• _EXERCISE DESCRIPTION_:
Look through the listing below, find every line with the string "Duckmoor", and copy it.

• _GIVEN DATA_:
%%
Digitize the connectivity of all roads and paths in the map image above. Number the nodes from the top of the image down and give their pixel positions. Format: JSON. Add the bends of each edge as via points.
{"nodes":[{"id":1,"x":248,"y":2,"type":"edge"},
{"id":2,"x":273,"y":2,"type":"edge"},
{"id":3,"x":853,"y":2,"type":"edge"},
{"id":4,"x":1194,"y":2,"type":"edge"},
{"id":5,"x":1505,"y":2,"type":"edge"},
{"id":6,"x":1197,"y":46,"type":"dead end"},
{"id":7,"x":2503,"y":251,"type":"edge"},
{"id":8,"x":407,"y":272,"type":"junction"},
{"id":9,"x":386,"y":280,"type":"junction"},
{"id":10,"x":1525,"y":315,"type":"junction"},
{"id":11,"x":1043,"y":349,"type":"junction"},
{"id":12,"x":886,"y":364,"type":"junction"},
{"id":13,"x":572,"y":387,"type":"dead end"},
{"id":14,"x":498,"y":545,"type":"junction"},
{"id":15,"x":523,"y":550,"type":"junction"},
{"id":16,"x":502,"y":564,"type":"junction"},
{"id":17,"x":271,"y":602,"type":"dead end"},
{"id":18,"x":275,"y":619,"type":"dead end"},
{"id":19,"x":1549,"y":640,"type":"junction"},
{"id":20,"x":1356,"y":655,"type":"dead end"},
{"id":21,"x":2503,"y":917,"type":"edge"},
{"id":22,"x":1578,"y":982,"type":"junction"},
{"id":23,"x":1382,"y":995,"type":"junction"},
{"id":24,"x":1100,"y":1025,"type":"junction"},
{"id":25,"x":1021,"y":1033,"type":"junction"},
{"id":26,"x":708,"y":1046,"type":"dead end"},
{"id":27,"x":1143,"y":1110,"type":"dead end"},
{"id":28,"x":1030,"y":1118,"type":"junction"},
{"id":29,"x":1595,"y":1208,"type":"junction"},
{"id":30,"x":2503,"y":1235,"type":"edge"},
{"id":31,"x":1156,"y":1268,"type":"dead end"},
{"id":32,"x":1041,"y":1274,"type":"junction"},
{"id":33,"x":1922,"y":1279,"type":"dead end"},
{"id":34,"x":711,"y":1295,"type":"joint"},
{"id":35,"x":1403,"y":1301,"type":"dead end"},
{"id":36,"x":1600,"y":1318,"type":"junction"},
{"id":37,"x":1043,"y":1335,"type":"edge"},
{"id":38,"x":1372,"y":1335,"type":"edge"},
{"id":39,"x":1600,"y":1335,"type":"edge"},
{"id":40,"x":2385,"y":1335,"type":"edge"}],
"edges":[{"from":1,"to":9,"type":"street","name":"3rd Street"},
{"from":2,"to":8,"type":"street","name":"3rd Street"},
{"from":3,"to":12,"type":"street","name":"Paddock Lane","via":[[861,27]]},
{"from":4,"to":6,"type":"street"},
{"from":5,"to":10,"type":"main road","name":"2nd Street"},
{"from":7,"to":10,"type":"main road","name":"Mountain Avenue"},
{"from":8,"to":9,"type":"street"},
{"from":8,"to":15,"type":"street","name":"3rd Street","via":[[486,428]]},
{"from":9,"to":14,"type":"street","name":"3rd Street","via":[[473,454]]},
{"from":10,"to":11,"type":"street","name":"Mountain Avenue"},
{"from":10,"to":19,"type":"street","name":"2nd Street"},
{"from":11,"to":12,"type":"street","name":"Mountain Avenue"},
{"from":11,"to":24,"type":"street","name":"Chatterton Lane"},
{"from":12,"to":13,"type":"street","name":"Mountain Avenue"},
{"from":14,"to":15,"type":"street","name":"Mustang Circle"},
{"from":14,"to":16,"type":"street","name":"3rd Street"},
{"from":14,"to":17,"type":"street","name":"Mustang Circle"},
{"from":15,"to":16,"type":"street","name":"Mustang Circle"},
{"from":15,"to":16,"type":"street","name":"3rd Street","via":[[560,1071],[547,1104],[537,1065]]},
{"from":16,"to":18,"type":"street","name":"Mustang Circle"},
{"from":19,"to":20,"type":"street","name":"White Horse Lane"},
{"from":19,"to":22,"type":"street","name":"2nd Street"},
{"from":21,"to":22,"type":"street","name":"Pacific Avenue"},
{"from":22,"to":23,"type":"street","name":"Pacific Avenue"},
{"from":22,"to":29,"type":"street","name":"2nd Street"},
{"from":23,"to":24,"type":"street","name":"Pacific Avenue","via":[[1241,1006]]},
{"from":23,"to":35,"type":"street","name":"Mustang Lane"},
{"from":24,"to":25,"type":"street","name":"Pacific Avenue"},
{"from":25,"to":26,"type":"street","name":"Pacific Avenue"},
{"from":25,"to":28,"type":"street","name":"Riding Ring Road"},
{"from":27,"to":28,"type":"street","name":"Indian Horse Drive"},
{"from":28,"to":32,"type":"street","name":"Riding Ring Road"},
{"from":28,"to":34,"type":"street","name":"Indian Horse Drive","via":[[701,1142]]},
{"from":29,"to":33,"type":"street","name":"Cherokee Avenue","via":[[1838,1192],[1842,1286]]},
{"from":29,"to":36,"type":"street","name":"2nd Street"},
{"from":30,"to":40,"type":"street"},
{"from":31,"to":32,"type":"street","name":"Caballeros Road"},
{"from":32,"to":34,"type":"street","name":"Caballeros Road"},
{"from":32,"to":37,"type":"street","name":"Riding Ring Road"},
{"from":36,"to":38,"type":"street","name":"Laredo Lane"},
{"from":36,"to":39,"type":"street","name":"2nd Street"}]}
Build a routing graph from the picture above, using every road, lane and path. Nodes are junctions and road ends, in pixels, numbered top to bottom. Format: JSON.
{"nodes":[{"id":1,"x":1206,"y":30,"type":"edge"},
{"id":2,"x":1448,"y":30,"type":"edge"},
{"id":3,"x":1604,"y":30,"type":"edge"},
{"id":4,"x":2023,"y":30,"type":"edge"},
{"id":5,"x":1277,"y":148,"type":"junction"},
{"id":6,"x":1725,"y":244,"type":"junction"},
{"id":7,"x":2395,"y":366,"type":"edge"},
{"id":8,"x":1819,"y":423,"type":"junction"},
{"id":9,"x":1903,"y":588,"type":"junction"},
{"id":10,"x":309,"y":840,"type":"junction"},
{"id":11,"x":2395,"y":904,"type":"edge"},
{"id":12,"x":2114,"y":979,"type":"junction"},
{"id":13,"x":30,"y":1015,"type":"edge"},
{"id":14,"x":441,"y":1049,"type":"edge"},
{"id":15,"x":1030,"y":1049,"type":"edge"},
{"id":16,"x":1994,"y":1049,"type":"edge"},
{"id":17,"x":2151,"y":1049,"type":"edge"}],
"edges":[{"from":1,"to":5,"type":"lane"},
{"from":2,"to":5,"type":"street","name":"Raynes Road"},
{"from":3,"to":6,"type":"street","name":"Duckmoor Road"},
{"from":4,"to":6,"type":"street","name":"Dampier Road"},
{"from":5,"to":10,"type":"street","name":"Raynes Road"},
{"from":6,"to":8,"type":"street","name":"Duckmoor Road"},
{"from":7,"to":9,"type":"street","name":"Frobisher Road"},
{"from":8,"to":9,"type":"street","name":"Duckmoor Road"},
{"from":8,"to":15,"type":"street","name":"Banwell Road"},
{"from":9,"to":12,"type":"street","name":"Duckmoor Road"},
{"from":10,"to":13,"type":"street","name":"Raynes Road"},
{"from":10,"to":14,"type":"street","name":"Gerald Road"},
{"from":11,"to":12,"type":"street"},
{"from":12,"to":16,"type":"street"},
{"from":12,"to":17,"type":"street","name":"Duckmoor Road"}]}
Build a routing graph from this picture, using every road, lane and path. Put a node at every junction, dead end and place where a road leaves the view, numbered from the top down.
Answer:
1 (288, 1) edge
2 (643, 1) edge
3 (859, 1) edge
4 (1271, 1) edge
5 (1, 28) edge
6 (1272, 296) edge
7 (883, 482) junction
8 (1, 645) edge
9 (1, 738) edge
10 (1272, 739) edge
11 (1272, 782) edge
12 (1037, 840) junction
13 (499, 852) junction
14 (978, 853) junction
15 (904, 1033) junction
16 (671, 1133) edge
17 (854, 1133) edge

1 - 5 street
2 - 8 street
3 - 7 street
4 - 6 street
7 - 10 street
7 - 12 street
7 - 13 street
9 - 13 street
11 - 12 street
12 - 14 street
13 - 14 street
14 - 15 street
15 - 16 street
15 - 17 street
%%
• _FINISHED EXERCISE_:
{"from":3,"to":6,"type":"street","name":"Duckmoor Road"},
{"from":6,"to":8,"type":"street","name":"Duckmoor Road"},
{"from":8,"to":9,"type":"street","name":"Duckmoor Road"},
{"from":9,"to":12,"type":"street","name":"Duckmoor Road"},
{"from":12,"to":17,"type":"street","name":"Duckmoor Road"}]}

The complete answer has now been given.